Today’s news from the Fed is that they will continue their zero interest rate policy (ZIRP) until the unemployment rate falls to 6.5%. To be precise, the Federal Open Market Committee (FOMC) announced that they believe the current 0 – 0.25% range for the federal funds rate “will be appropriate at least as long as the unemployment rate remains above 6-1/2 percent, inflation between one and two years ahead is projected to be no more than a half percentage point above the Committee’s 2 percent longer-run goal, and longer-term inflation expectations continue to be well anchored.”
This replaces the Fed’s statement from six weeks ago, which was that they expected to continue the ZIRP “for a considerable time after the economic recovery strengthens” and said they thought the ZIRP would continue at least through mid-2015.
I think the new policy is better, first of all because it’s specific. Of course they’re going to raise rates when the economy’s better, but how do they define better? They just told us — 6.5% unemployment (it’s now 7.7%).
The new statement also is better because it’s a fairly clear policy rule, tied to an actual, observable number, as opposed to a prediction about when the ZIRP medicine will no longer be needed. Including a date like mid-2015 is problematic partly because predictions have a way of being wrong, but also because they have a way of creating bubbles. “Through mid-2015” was widely reported not as a prediction but as a fixed commitment by the Fed, which it wasn’t. If enough people in the financial community believe the Fed will keep rates low through mid-2015, there could be a problem. Because if they know that short-term interest rates will be low for the next three years, then they may be more likely to borrow massively in the short-term money market and invest it in longer-term risky assets while rolling over their short-term debts for the next three years. (Some people say we’re already in a stock-market bubble right now, thanks to today’s low interest rates.) Granted, “borrowing short and lending long” is what banks do, but usually it’s without the certainty of near-zero interest rates for the next three years.

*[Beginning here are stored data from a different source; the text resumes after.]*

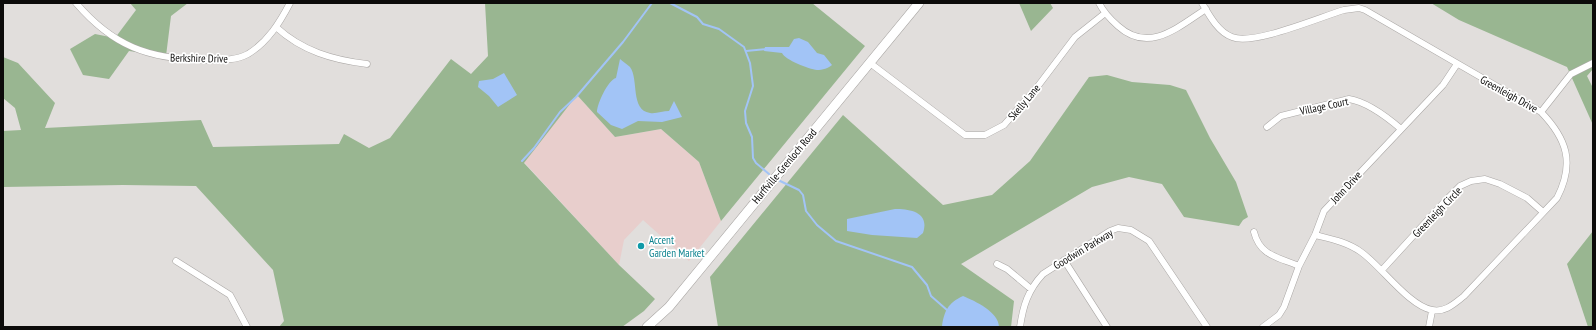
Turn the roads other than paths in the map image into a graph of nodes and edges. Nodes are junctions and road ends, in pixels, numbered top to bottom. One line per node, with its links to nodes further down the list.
1 (76, 3): 9 (street, Berkshire Drive)
2 (290, 3): 9 (street, Berkshire Drive)
3 (919, 3): 10 (main road, Hurffville-Grenloch Road)
4 (1099, 3): 8 (street)
5 (1202, 3): 7 (street, Greenleigh Drive)
6 (1360, 6): 7 (street, Greenleigh Drive); 13 (street, Greenleigh Drive)
7 (1206, 9): 8 (street)
8 (1104, 14): 10 (street, Skelly Lane)
9 (276, 26): 12 (street)
10 (870, 63): 28 (main road, Hurffville-Grenloch Road)
11 (1593, 63): 14 (street)
12 (367, 64)
13 (1457, 64): 14 (street, Greenleigh Drive); 16 (street, John Drive)
14 (1541, 112): 17 (street, Greenleigh Drive)
15 (1267, 127): 16 (street, Village Court)
16 (1401, 129): 19 (street, John Drive)
17 (1543, 212): 24 (street, Greenleigh Circle); 26 (street, Greenleigh Drive)
18 (1254, 232): 23 (street)
19 (1315, 235): 23 (street, John Drive); 24 (street)
20 (1064, 260): 25 (street, Goodwin Parkway); 30 (street); 31 (street, Goodwin Parkway)
21 (176, 261): 27 (street)
22 (997, 264): 25 (street)
23 (1299, 266): 32 (street, John Drive)
24 (1382, 270): 26 (street)
25 (1031, 289): 29 (street, Goodwin Parkway)
26 (1432, 311): 33 (street)
27 (247, 327)
28 (647, 327)
29 (1020, 327)
30 (1107, 327)
31 (1207, 327)
32 (1264, 327)
33 (1429, 327)

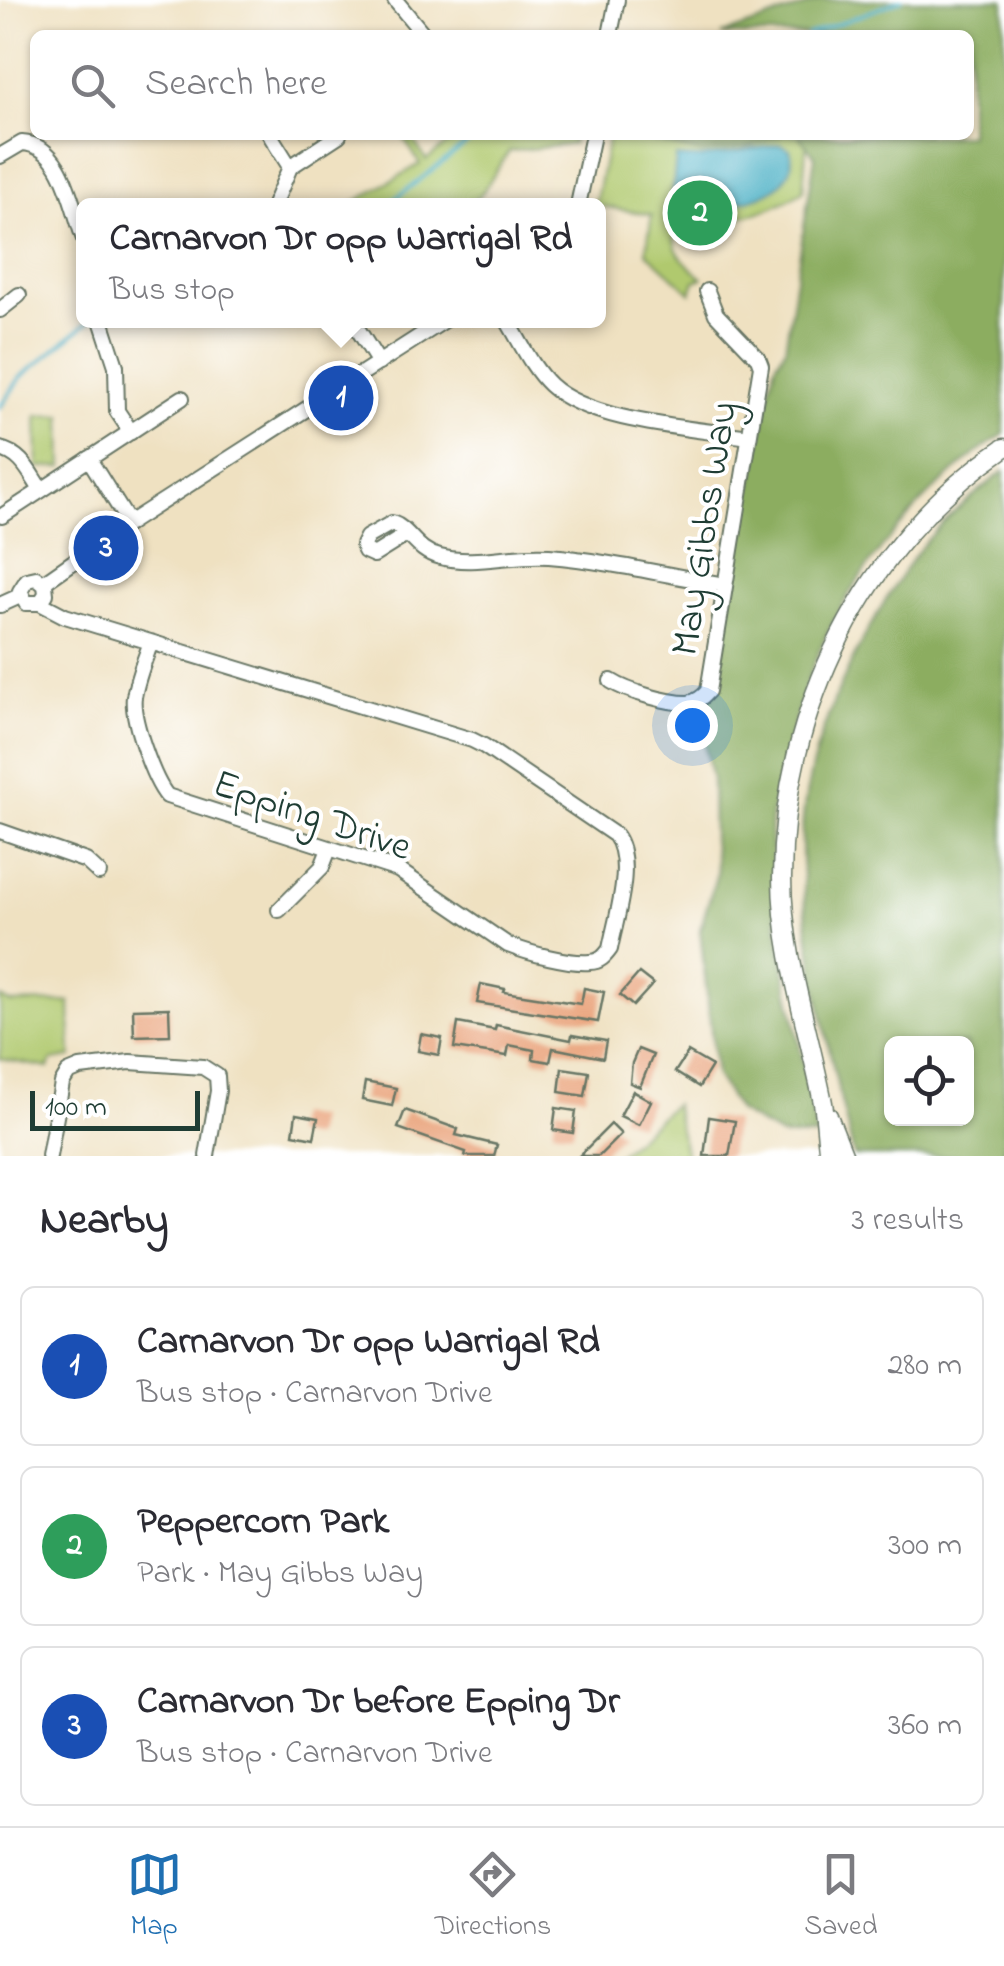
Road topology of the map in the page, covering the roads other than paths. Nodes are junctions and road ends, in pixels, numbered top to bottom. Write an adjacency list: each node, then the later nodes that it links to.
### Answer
1 (395, 0): 3 (street)
2 (617, 0): 4 (street)
3 (420, 30)
4 (611, 30)
5 (273, 140): 9 (street)
6 (330, 140): 9 (street)
7 (591, 140): 11 (street)
8 (0, 156): 12 (street)
9 (290, 167): 10 (street)
10 (277, 198)
11 (580, 198)
12 (76, 218)
13 (707, 291): 23 (street, May Gibbs Way)
14 (18, 295): 15 (street)
15 (0, 310)
16 (104, 328): 22 (street)
17 (357, 328): 20 (street)
18 (432, 328): 20 (street)
19 (512, 328): 23 (street)
20 (379, 363): 29 (street)
21 (182, 398): 22 (street)
22 (131, 432): 26 (street)
23 (749, 438): 32 (street, May Gibbs Way)
24 (0, 448): 27 (street)
25 (1004, 448): 42 (main road)
26 (89, 459): 27 (street); 29 (street)
27 (40, 490): 28 (street)
28 (2, 516)
29 (128, 523): 31 (street)
30 (406, 535): 32 (street)
31 (43, 582): 33 (street); 34 (street)
32 (725, 585): 37 (street, May Gibbs Way)
33 (20, 596): 34 (street); 35 (street)
34 (40, 603): 36 (street, Epping Drive)
35 (0, 605)
36 (150, 642): 39 (street, Epping Drive); 39 (street, Epping Drive)
37 (612, 681)
38 (0, 831): 40 (street)
39 (329, 849): 41 (street)
40 (99, 873)
41 (279, 910)
42 (824, 1107): 45 (main road); 46 (main road)
43 (49, 1156): 44 (street)
44 (207, 1156)
45 (829, 1156)
46 (844, 1156)

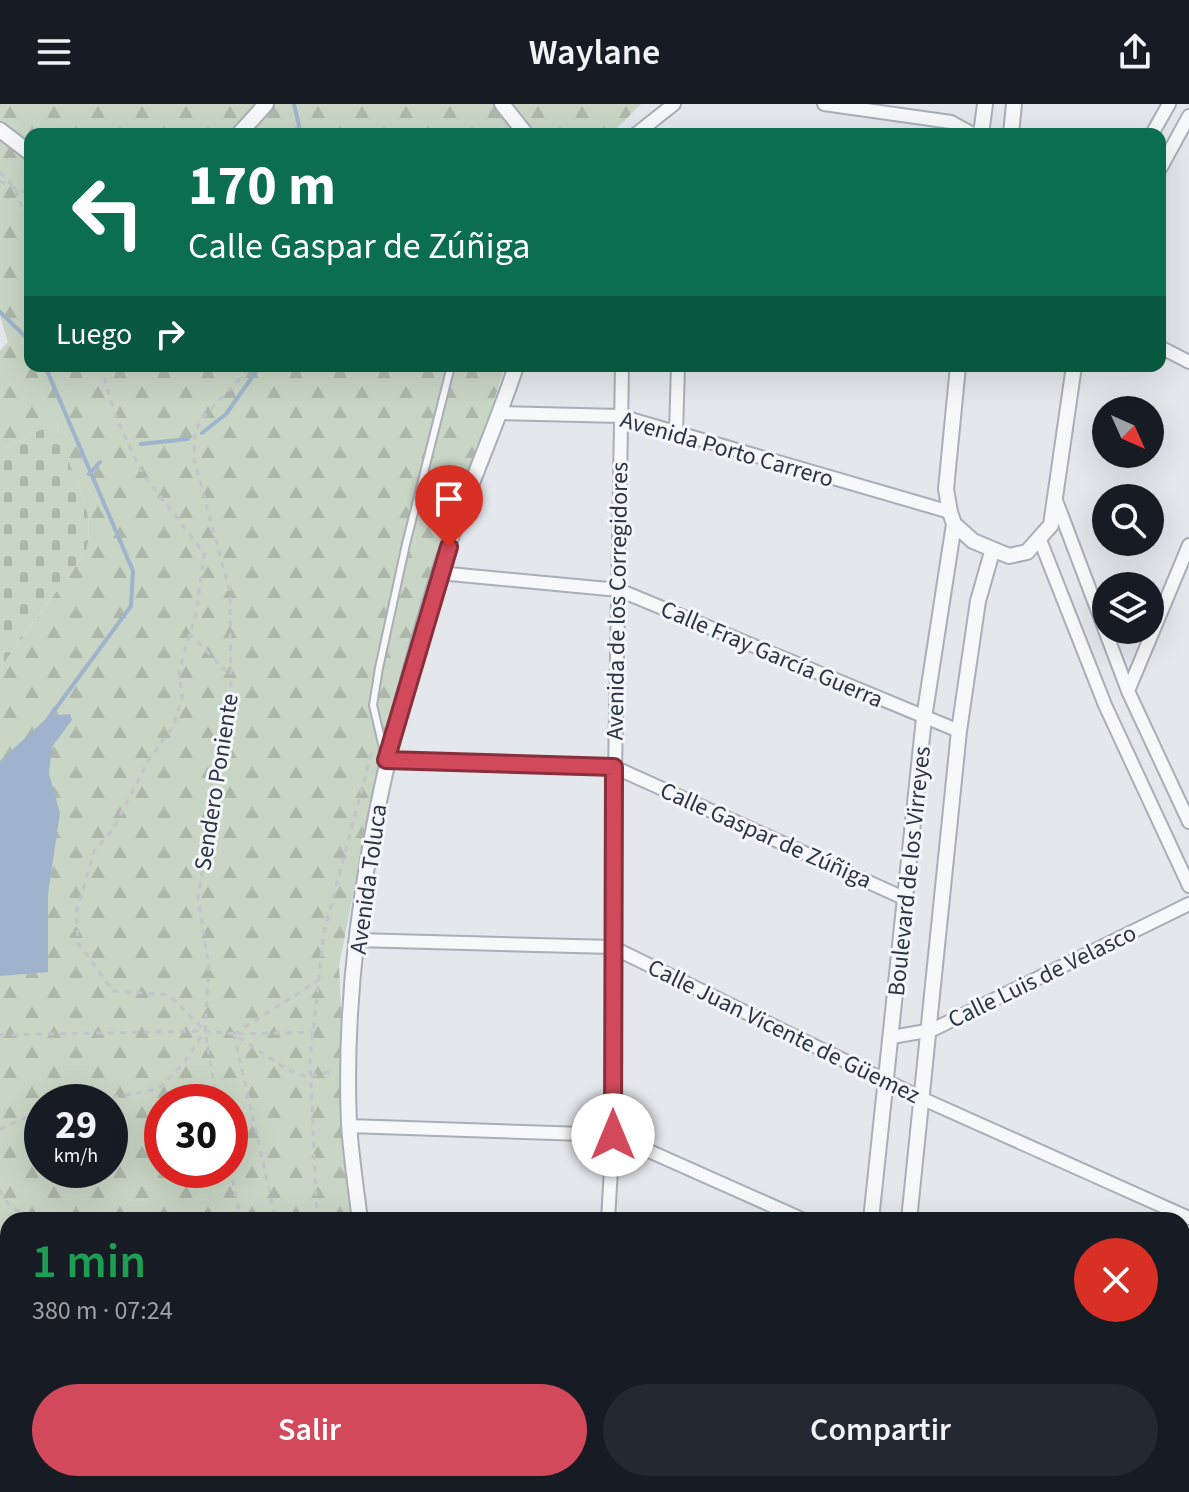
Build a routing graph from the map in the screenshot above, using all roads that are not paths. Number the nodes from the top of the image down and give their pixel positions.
1 (266, 104) edge
2 (502, 104) edge
3 (674, 104) edge
4 (824, 104) edge
5 (985, 104) edge
6 (1014, 104) edge
7 (1169, 104) edge
8 (1189, 116) edge
9 (244, 128) edge
10 (521, 128) edge
11 (644, 128) edge
12 (962, 128) edge
13 (982, 128) edge
14 (1012, 128) edge
15 (1155, 128) edge
16 (0, 130) edge
17 (24, 148) edge
18 (1166, 158) edge
19 (1166, 350) edge
20 (1189, 362) edge
21 (449, 372) edge
22 (514, 372) edge
23 (622, 372) edge
24 (678, 372) edge
25 (957, 372) edge
26 (1073, 372) edge
27 (500, 413) junction
28 (620, 416) junction
29 (676, 433) junction
30 (1057, 503) junction
31 (952, 518) junction
32 (1040, 540) junction
33 (1189, 545) edge
34 (992, 552) junction
35 (439, 573) junction
36 (619, 590) junction
37 (1128, 691) junction
38 (924, 718) junction
39 (959, 731) junction
40 (386, 760) junction
41 (614, 767) junction
42 (1189, 822) edge
43 (1189, 886) edge
44 (906, 899) junction
45 (1189, 904) edge
46 (357, 940) junction
47 (612, 947) junction
48 (932, 1030) junction
49 (892, 1037) junction
50 (888, 1081) junction
51 (923, 1099) junction
52 (349, 1126) junction
53 (613, 1135) junction
54 (359, 1212) edge
55 (608, 1212) edge
56 (786, 1212) edge
57 (872, 1212) edge
58 (910, 1212) edge
59 (1176, 1212) edge

1 - 9 street
2 - 10 street
3 - 11 street
4 - 12 street
5 - 13 street
6 - 14 street
7 - 15 street
8 - 18 street
16 - 17 street
19 - 20 street
21 - 40 lane
22 - 27 street, Avenida Toluca
23 - 28 street, Avenida de los Corregidores
24 - 29 street
25 - 31 street, Boulevard de los Virreyes
26 - 30 street
27 - 28 street, Avenida Porto Carrero
27 - 35 street, Avenida Toluca
28 - 29 street, Avenida Porto Carrero
28 - 36 street, Avenida de los Corregidores
29 - 31 street, Avenida Porto Carrero
30 - 32 street
30 - 37 street
31 - 34 street
31 - 38 street, Boulevard de los Virreyes
32 - 34 street
32 - 43 street
33 - 37 street
34 - 39 street, Boulevard de los Virreyes
35 - 36 street, Calle Fray García Guerra
35 - 40 street, Avenida Toluca
36 - 38 street, Calle Fray García Guerra
36 - 41 street, Avenida de los Corregidores
37 - 42 street
38 - 39 street, Calle Fray García Guerra
38 - 44 street, Boulevard de los Virreyes
39 - 48 street, Boulevard de los Virreyes
40 - 41 street, Calle Gaspar de Zúñiga
40 - 46 street, Avenida Toluca
41 - 44 street, Calle Gaspar de Zúñiga
41 - 47 street, Avenida de los Corregidores
44 - 49 street, Boulevard de los Virreyes
45 - 48 street, Calle Luis de Velasco
46 - 47 street, Calle Juan Vicente de Güemez
46 - 52 street, Avenida Toluca
47 - 50 street, Calle Juan Vicente de Güemez
47 - 53 street, Avenida de los Corregidores
48 - 49 street, Calle Luis de Velasco
48 - 51 street, Boulevard de los Virreyes
49 - 50 street, Boulevard de los Virreyes
50 - 51 street, Calle Juan Vicente de Güemez
50 - 57 street, Boulevard de los Virreyes
51 - 58 street, Boulevard de los Virreyes
51 - 59 street, Calle Juan Vicente de Güemez
52 - 53 street
52 - 54 street, Avenida Toluca
53 - 55 street, Avenida de los Corregidores
53 - 56 street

So I like the new policy, but one could ask if it’s too loose. ZIRP was implemented in December 2008 when the economy was in free fall and unemployment was rapidly rising, continued through our worst sustained period of high unemployment since the Great Depression, and is still in effect today, when unemployment is still very high but no higher than during much of the early 1980s and some of the early 1990s:
The Fed did not cut the fed funds rate to zero in either of those episodes, and some doubt that it makes sense now either:
But inflation was still a big concern in the early 1990s and the big concern in the early 1980s, whereas it isn’t now. Inflation has been under the Fed’s 2% target for the past three years:
Another big difference is the cause of the slump. Both of the earlier ones were largely caused by the Fed itself, raising interest rates to counter inflationary pressures and establish its credibility as an inflation fighter, whereas the current slump was preceded by almost two decades of low inflation. This slump is the result of a severe financial crisis, and economies tend to recover much more slowly after financial crises. 6.5% was the unemployment rate shortly before the ZIRP began, so it seems like a reasonable target for when the ZIRP should end.